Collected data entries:
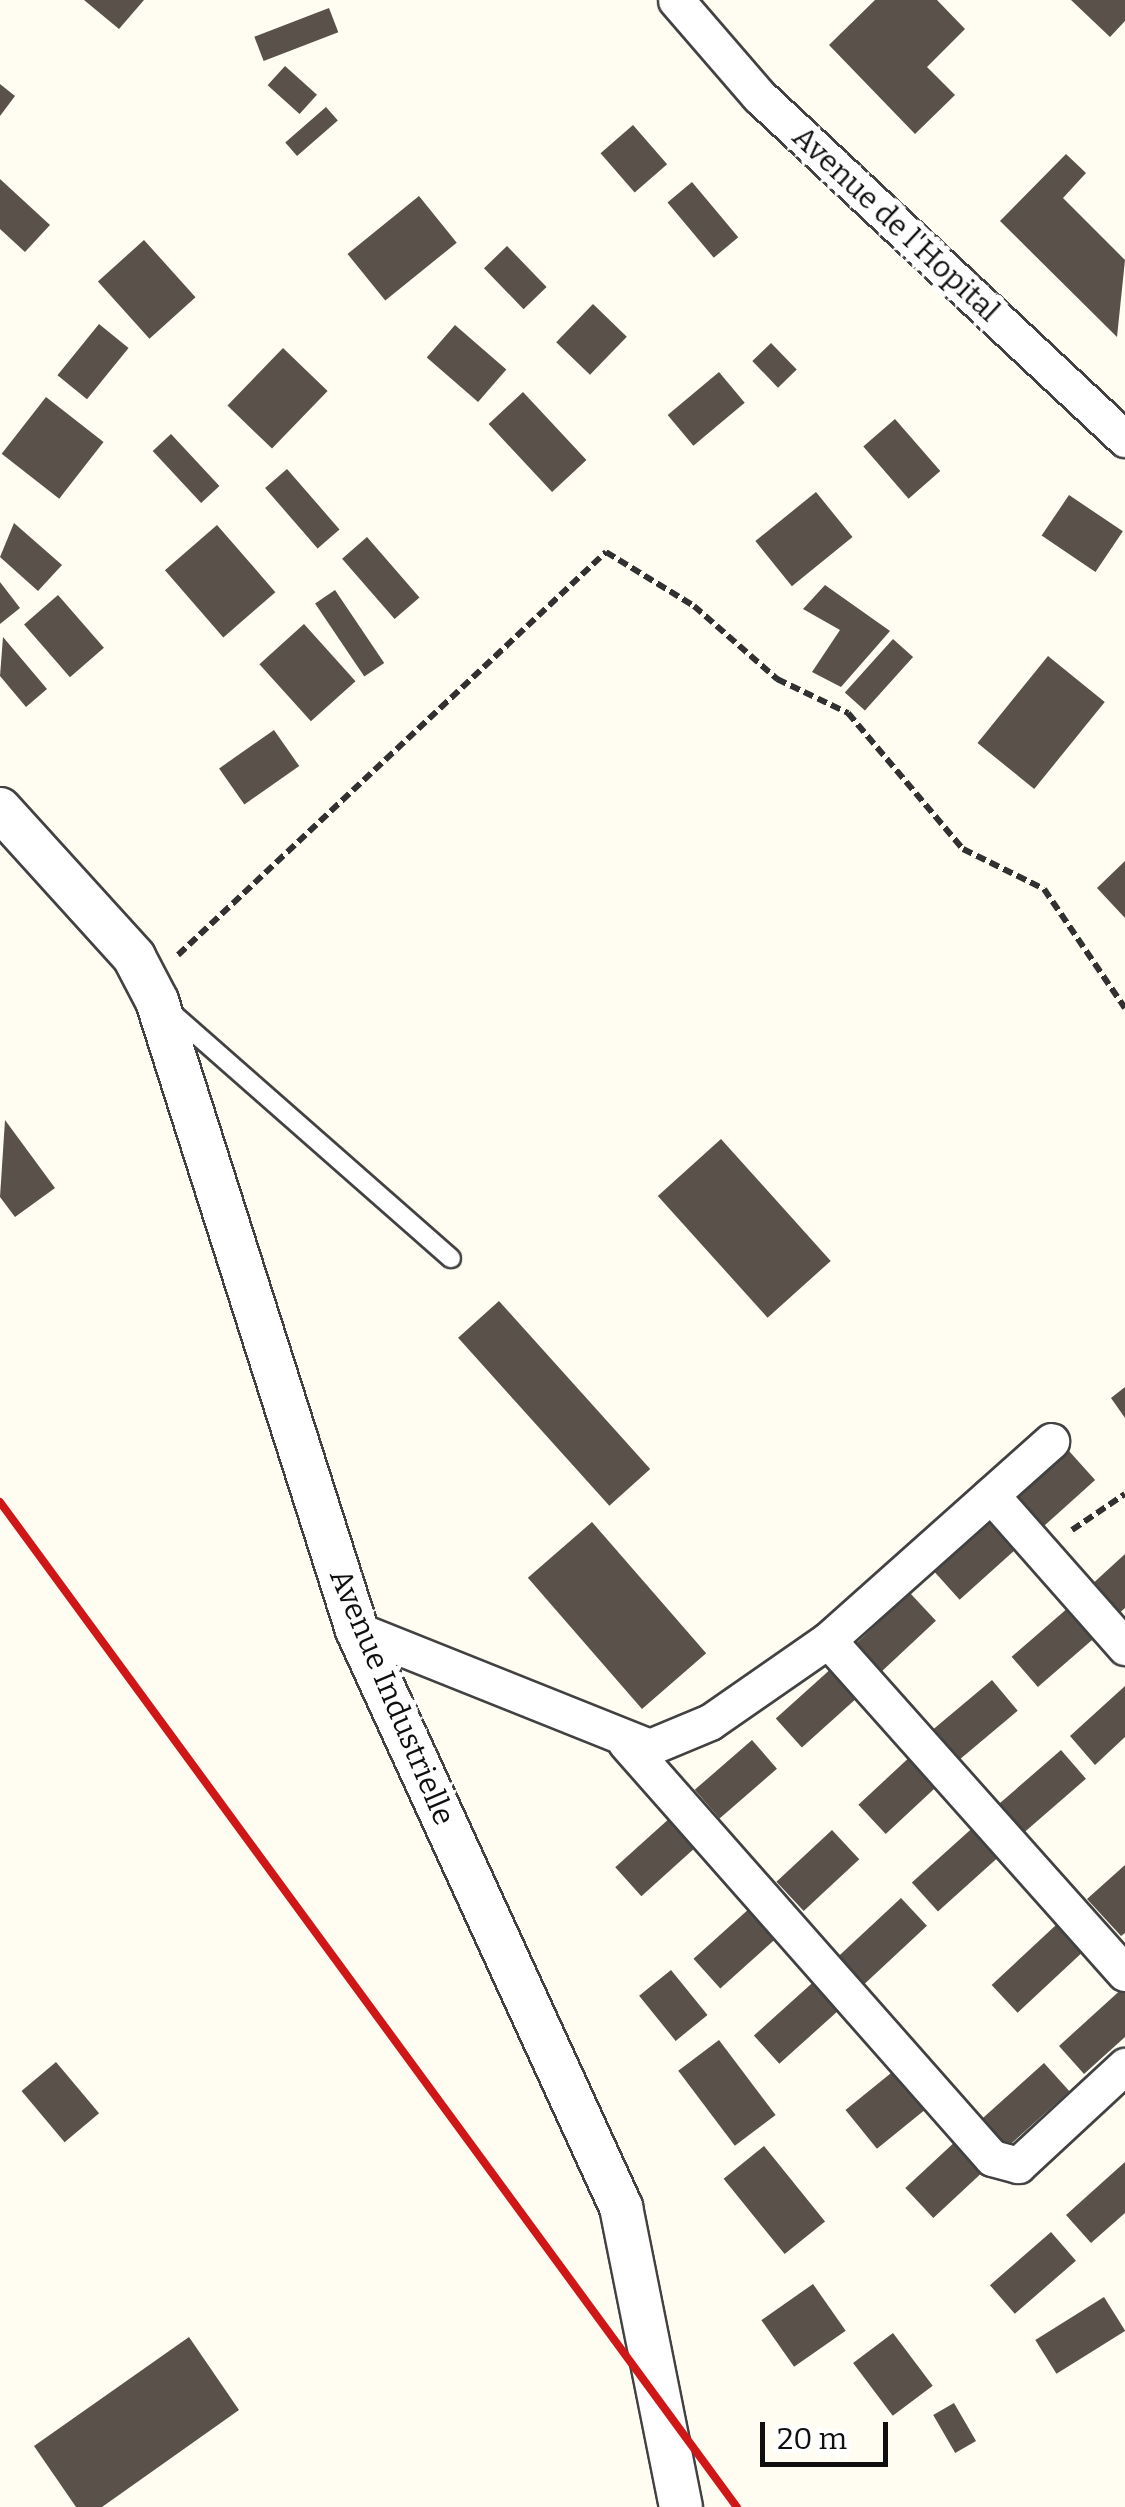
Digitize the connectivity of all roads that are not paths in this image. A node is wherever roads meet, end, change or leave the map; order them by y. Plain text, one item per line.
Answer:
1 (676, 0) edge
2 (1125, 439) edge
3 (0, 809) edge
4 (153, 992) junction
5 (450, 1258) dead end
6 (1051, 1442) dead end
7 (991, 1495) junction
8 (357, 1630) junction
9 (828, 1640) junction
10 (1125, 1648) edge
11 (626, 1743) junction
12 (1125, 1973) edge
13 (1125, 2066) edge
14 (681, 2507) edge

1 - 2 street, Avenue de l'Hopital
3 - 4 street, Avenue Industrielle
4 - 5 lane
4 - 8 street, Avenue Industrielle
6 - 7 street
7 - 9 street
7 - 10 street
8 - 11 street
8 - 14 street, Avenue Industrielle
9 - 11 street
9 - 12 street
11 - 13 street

• _ASSIGNED TASK_
Generate a word-for-word copy of the preceding records, excluding all pictures.

• _ANSWER_
Digitize the connectivity of all roads that are not paths in this image. A node is wherever roads meet, end, change or leave the map; order them by y. Plain text, one item per line.
Answer:
1 (676, 0) edge
2 (1125, 439) edge
3 (0, 809) edge
4 (153, 992) junction
5 (450, 1258) dead end
6 (1051, 1442) dead end
7 (991, 1495) junction
8 (357, 1630) junction
9 (828, 1640) junction
10 (1125, 1648) edge
11 (626, 1743) junction
12 (1125, 1973) edge
13 (1125, 2066) edge
14 (681, 2507) edge

1 - 2 street, Avenue de l'Hopital
3 - 4 street, Avenue Industrielle
4 - 5 lane
4 - 8 street, Avenue Industrielle
6 - 7 street
7 - 9 street
7 - 10 street
8 - 11 street
8 - 14 street, Avenue Industrielle
9 - 11 street
9 - 12 street
11 - 13 street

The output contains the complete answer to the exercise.